▸ **To do**: All of the data is to be repeated verbatim.

▸ **Data shown**:

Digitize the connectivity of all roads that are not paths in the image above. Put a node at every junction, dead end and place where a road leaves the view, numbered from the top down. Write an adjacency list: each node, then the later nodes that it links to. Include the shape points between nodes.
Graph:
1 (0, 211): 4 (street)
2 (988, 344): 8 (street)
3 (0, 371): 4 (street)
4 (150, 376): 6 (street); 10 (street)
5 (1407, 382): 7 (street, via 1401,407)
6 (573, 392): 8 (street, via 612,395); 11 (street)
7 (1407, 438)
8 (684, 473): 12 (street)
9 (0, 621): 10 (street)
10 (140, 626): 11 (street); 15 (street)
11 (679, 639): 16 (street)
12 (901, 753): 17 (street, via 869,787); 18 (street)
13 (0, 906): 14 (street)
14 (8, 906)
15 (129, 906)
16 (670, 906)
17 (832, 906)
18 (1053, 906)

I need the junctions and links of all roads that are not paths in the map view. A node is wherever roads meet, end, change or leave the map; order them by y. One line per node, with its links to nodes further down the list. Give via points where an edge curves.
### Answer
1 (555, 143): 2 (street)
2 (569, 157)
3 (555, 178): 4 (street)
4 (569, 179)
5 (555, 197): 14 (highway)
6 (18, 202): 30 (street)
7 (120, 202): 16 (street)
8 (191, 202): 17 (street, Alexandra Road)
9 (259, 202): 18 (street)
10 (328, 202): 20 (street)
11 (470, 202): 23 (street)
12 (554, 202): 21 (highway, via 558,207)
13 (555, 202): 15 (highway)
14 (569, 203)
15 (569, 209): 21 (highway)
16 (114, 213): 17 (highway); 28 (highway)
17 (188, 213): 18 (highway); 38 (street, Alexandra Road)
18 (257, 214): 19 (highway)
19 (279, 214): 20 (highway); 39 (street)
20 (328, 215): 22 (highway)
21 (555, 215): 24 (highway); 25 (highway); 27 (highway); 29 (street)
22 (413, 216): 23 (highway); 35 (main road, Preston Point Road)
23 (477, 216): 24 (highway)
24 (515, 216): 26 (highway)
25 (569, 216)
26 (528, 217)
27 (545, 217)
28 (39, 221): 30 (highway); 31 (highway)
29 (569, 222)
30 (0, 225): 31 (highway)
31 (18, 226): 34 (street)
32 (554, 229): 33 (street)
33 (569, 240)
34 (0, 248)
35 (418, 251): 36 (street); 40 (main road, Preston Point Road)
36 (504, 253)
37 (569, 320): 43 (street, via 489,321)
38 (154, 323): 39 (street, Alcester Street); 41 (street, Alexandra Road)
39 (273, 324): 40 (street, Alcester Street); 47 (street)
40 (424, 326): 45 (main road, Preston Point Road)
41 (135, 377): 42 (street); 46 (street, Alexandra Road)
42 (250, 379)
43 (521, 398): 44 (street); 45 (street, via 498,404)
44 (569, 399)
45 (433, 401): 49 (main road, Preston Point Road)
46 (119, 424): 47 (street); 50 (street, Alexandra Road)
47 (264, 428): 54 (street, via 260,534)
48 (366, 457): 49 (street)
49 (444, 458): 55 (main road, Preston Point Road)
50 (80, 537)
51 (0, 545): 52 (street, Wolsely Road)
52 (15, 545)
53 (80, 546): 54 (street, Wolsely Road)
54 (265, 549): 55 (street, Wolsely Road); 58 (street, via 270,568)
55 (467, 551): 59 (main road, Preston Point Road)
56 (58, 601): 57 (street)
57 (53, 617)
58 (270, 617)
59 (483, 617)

▸ **Solution to this exercise**:
Digitize the connectivity of all roads that are not paths in the image above. Put a node at every junction, dead end and place where a road leaves the view, numbered from the top down. Write an adjacency list: each node, then the later nodes that it links to. Include the shape points between nodes.
Graph:
1 (0, 211): 4 (street)
2 (988, 344): 8 (street)
3 (0, 371): 4 (street)
4 (150, 376): 6 (street); 10 (street)
5 (1407, 382): 7 (street, via 1401,407)
6 (573, 392): 8 (street, via 612,395); 11 (street)
7 (1407, 438)
8 (684, 473): 12 (street)
9 (0, 621): 10 (street)
10 (140, 626): 11 (street); 15 (street)
11 (679, 639): 16 (street)
12 (901, 753): 17 (street, via 869,787); 18 (street)
13 (0, 906): 14 (street)
14 (8, 906)
15 (129, 906)
16 (670, 906)
17 (832, 906)
18 (1053, 906)

I need the junctions and links of all roads that are not paths in the map view. A node is wherever roads meet, end, change or leave the map; order them by y. One line per node, with its links to nodes further down the list. Give via points where an edge curves.
### Answer
1 (555, 143): 2 (street)
2 (569, 157)
3 (555, 178): 4 (street)
4 (569, 179)
5 (555, 197): 14 (highway)
6 (18, 202): 30 (street)
7 (120, 202): 16 (street)
8 (191, 202): 17 (street, Alexandra Road)
9 (259, 202): 18 (street)
10 (328, 202): 20 (street)
11 (470, 202): 23 (street)
12 (554, 202): 21 (highway, via 558,207)
13 (555, 202): 15 (highway)
14 (569, 203)
15 (569, 209): 21 (highway)
16 (114, 213): 17 (highway); 28 (highway)
17 (188, 213): 18 (highway); 38 (street, Alexandra Road)
18 (257, 214): 19 (highway)
19 (279, 214): 20 (highway); 39 (street)
20 (328, 215): 22 (highway)
21 (555, 215): 24 (highway); 25 (highway); 27 (highway); 29 (street)
22 (413, 216): 23 (highway); 35 (main road, Preston Point Road)
23 (477, 216): 24 (highway)
24 (515, 216): 26 (highway)
25 (569, 216)
26 (528, 217)
27 (545, 217)
28 (39, 221): 30 (highway); 31 (highway)
29 (569, 222)
30 (0, 225): 31 (highway)
31 (18, 226): 34 (street)
32 (554, 229): 33 (street)
33 (569, 240)
34 (0, 248)
35 (418, 251): 36 (street); 40 (main road, Preston Point Road)
36 (504, 253)
37 (569, 320): 43 (street, via 489,321)
38 (154, 323): 39 (street, Alcester Street); 41 (street, Alexandra Road)
39 (273, 324): 40 (street, Alcester Street); 47 (street)
40 (424, 326): 45 (main road, Preston Point Road)
41 (135, 377): 42 (street); 46 (street, Alexandra Road)
42 (250, 379)
43 (521, 398): 44 (street); 45 (street, via 498,404)
44 (569, 399)
45 (433, 401): 49 (main road, Preston Point Road)
46 (119, 424): 47 (street); 50 (street, Alexandra Road)
47 (264, 428): 54 (street, via 260,534)
48 (366, 457): 49 (street)
49 (444, 458): 55 (main road, Preston Point Road)
50 (80, 537)
51 (0, 545): 52 (street, Wolsely Road)
52 (15, 545)
53 (80, 546): 54 (street, Wolsely Road)
54 (265, 549): 55 (street, Wolsely Road); 58 (street, via 270,568)
55 (467, 551): 59 (main road, Preston Point Road)
56 (58, 601): 57 (street)
57 (53, 617)
58 (270, 617)
59 (483, 617)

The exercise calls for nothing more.